Stored items:
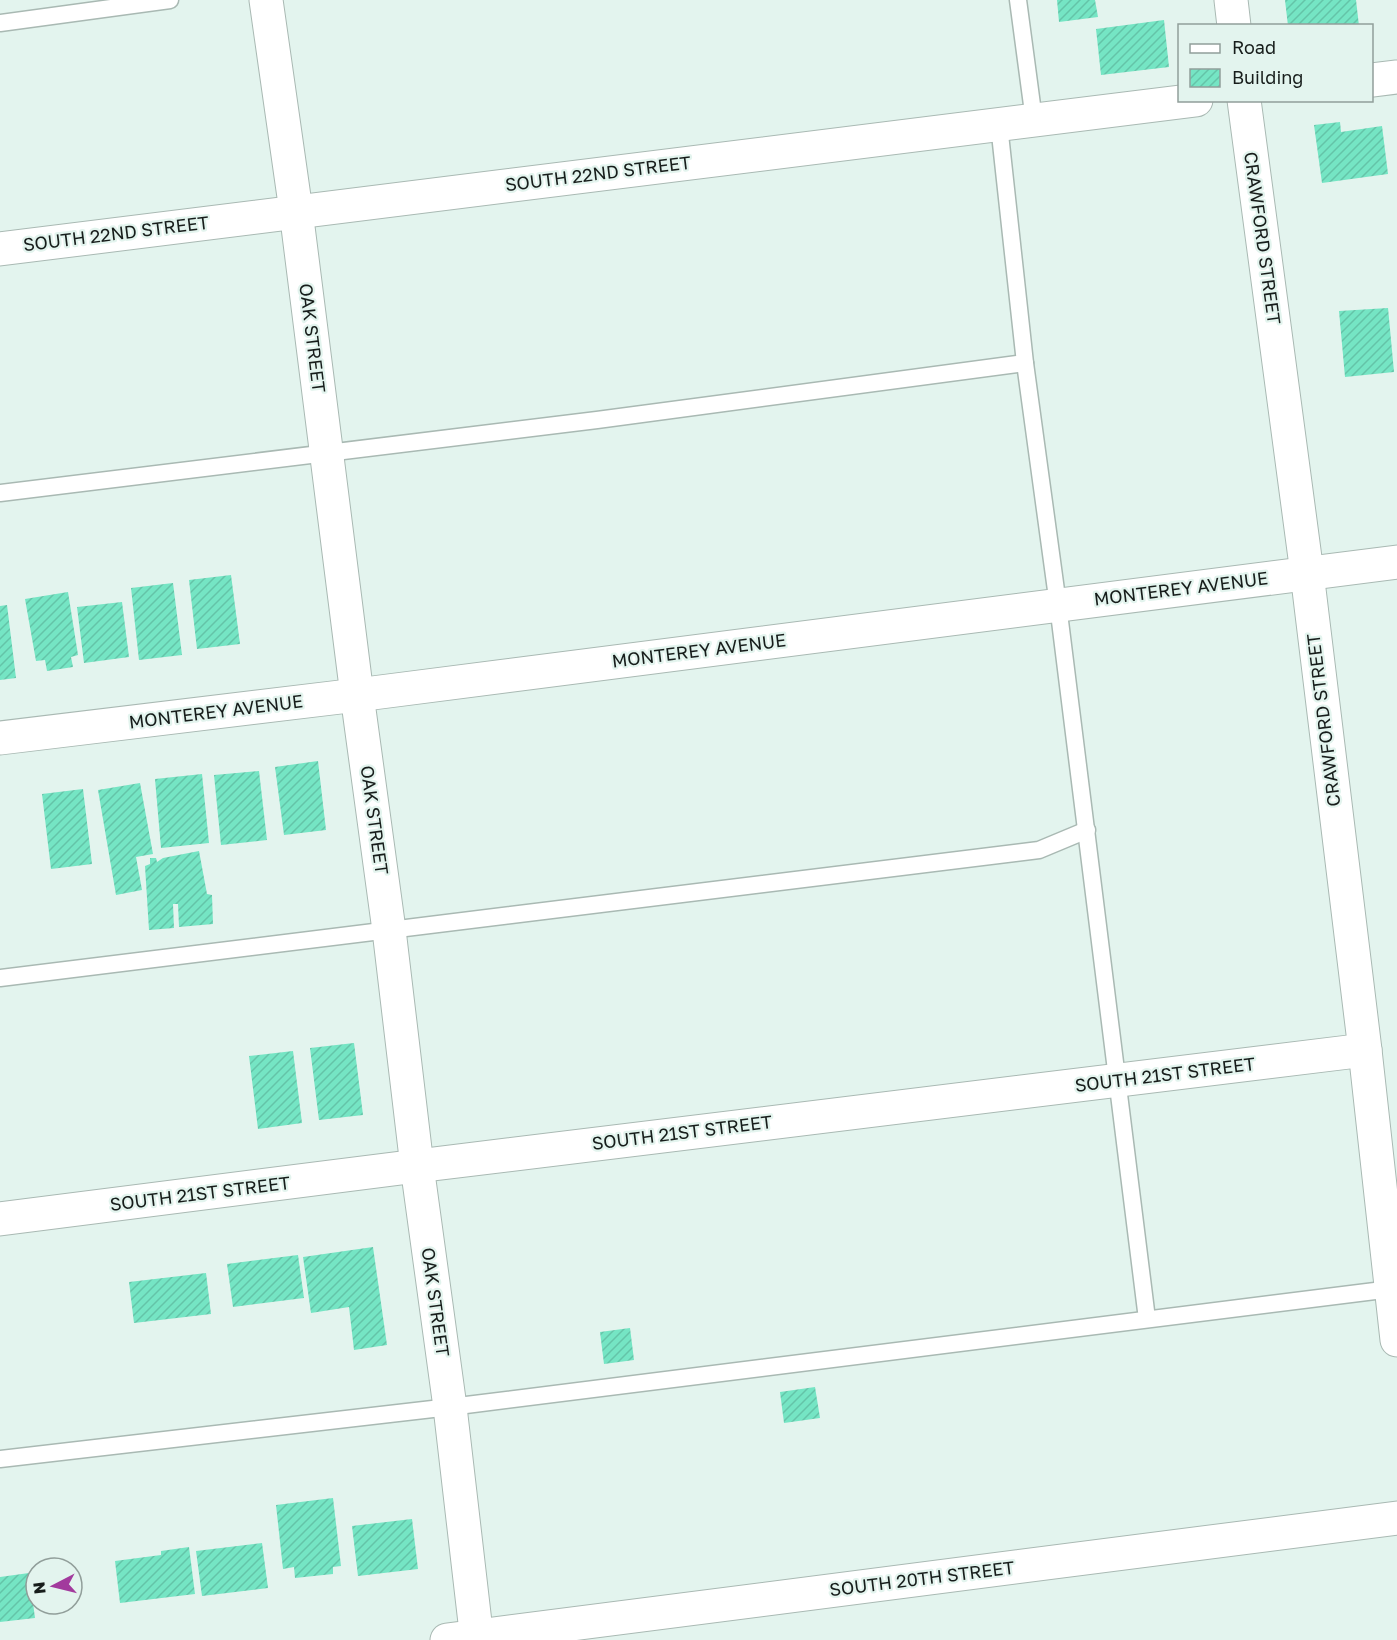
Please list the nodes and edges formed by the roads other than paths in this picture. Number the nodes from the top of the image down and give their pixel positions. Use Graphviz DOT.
graph roads {
  1 [pos="170,0"];
  2 [pos="266,0"];
  3 [pos="1018,0"];
  4 [pos="1231,0"];
  5 [pos="0,23"];
  6 [pos="1234,24"];
  7 [pos="1397,77"];
  8 [pos="1373,80"];
  9 [pos="1180,102"];
  10 [pos="1244,102"];
  11 [pos="1034,120"];
  12 [pos="999,125"];
  13 [pos="296,212"];
  14 [pos="0,249"];
  15 [pos="1025,363"];
  16 [pos="326,453"];
  17 [pos="0,494"];
  18 [pos="1397,562"];
  19 [pos="1306,573"];
  20 [pos="1058,605"];
  21 [pos="357,695"];
  22 [pos="0,738"];
  23 [pos="1087,830"];
  24 [pos="389,930"];
  25 [pos="0,978"];
  26 [pos="1365,1050"];
  27 [pos="1118,1080"];
  28 [pos="417,1166"];
  29 [pos="0,1219"];
  30 [pos="1391,1289"];
  31 [pos="1147,1319"];
  32 [pos="1397,1341"];
  33 [pos="450,1407"];
  34 [pos="0,1459"];
  35 [pos="1397,1518"];
  36 [pos="467,1639"];
  1 -- 5 [label="lane"];
  2 -- 13 [label="street, OAK STREET"];
  3 -- 11 [label="lane"];
  4 -- 6 [label="street"];
  7 -- 8 [label="street"];
  9 -- 11 [label="street, SOUTH 22ND STREET"];
  10 -- 19 [label="street, CRAWFORD STREET"];
  11 -- 12 [label="street, SOUTH 22ND STREET"];
  12 -- 13 [label="street, SOUTH 22ND STREET"];
  12 -- 15 [label="lane"];
  13 -- 14 [label="street, SOUTH 22ND STREET"];
  13 -- 16 [label="street, OAK STREET"];
  15 -- 16 [label="lane"];
  15 -- 20 [label="lane"];
  16 -- 17 [label="lane"];
  16 -- 21 [label="street, OAK STREET"];
  18 -- 19 [label="street, MONTEREY AVENUE"];
  19 -- 20 [label="street, MONTEREY AVENUE"];
  19 -- 26 [label="street, CRAWFORD STREET"];
  20 -- 21 [label="street, MONTEREY AVENUE"];
  20 -- 23 [label="lane"];
  21 -- 22 [label="street, MONTEREY AVENUE"];
  21 -- 24 [label="street, OAK STREET"];
  23 -- 24 [label="lane"];
  23 -- 27 [label="lane"];
  24 -- 25 [label="lane"];
  24 -- 28 [label="street, OAK STREET"];
  26 -- 27 [label="street, SOUTH 21ST STREET"];
  26 -- 30 [label="street, CRAWFORD STREET"];
  27 -- 28 [label="street, SOUTH 21ST STREET"];
  27 -- 31 [label="lane"];
  28 -- 29 [label="street, SOUTH 21ST STREET"];
  28 -- 33 [label="street, OAK STREET"];
  30 -- 31 [label="lane"];
  30 -- 32 [label="street, CRAWFORD STREET"];
  31 -- 33 [label="lane"];
  33 -- 34 [label="lane"];
  33 -- 36 [label="street, OAK STREET"];
  35 -- 36 [label="street, SOUTH 20TH STREET"];
}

→ TASK INSTRUCTIONS: Would you return all the data exactly as given, minus the pictures?

→ RESPONSE TO THIS TASK:
Please list the nodes and edges formed by the roads other than paths in this picture. Number the nodes from the top of the image down and give their pixel positions. Use Graphviz DOT.
graph roads {
  1 [pos="170,0"];
  2 [pos="266,0"];
  3 [pos="1018,0"];
  4 [pos="1231,0"];
  5 [pos="0,23"];
  6 [pos="1234,24"];
  7 [pos="1397,77"];
  8 [pos="1373,80"];
  9 [pos="1180,102"];
  10 [pos="1244,102"];
  11 [pos="1034,120"];
  12 [pos="999,125"];
  13 [pos="296,212"];
  14 [pos="0,249"];
  15 [pos="1025,363"];
  16 [pos="326,453"];
  17 [pos="0,494"];
  18 [pos="1397,562"];
  19 [pos="1306,573"];
  20 [pos="1058,605"];
  21 [pos="357,695"];
  22 [pos="0,738"];
  23 [pos="1087,830"];
  24 [pos="389,930"];
  25 [pos="0,978"];
  26 [pos="1365,1050"];
  27 [pos="1118,1080"];
  28 [pos="417,1166"];
  29 [pos="0,1219"];
  30 [pos="1391,1289"];
  31 [pos="1147,1319"];
  32 [pos="1397,1341"];
  33 [pos="450,1407"];
  34 [pos="0,1459"];
  35 [pos="1397,1518"];
  36 [pos="467,1639"];
  1 -- 5 [label="lane"];
  2 -- 13 [label="street, OAK STREET"];
  3 -- 11 [label="lane"];
  4 -- 6 [label="street"];
  7 -- 8 [label="street"];
  9 -- 11 [label="street, SOUTH 22ND STREET"];
  10 -- 19 [label="street, CRAWFORD STREET"];
  11 -- 12 [label="street, SOUTH 22ND STREET"];
  12 -- 13 [label="street, SOUTH 22ND STREET"];
  12 -- 15 [label="lane"];
  13 -- 14 [label="street, SOUTH 22ND STREET"];
  13 -- 16 [label="street, OAK STREET"];
  15 -- 16 [label="lane"];
  15 -- 20 [label="lane"];
  16 -- 17 [label="lane"];
  16 -- 21 [label="street, OAK STREET"];
  18 -- 19 [label="street, MONTEREY AVENUE"];
  19 -- 20 [label="street, MONTEREY AVENUE"];
  19 -- 26 [label="street, CRAWFORD STREET"];
  20 -- 21 [label="street, MONTEREY AVENUE"];
  20 -- 23 [label="lane"];
  21 -- 22 [label="street, MONTEREY AVENUE"];
  21 -- 24 [label="street, OAK STREET"];
  23 -- 24 [label="lane"];
  23 -- 27 [label="lane"];
  24 -- 25 [label="lane"];
  24 -- 28 [label="street, OAK STREET"];
  26 -- 27 [label="street, SOUTH 21ST STREET"];
  26 -- 30 [label="street, CRAWFORD STREET"];
  27 -- 28 [label="street, SOUTH 21ST STREET"];
  27 -- 31 [label="lane"];
  28 -- 29 [label="street, SOUTH 21ST STREET"];
  28 -- 33 [label="street, OAK STREET"];
  30 -- 31 [label="lane"];
  30 -- 32 [label="street, CRAWFORD STREET"];
  31 -- 33 [label="lane"];
  33 -- 34 [label="lane"];
  33 -- 36 [label="street, OAK STREET"];
  35 -- 36 [label="street, SOUTH 20TH STREET"];
}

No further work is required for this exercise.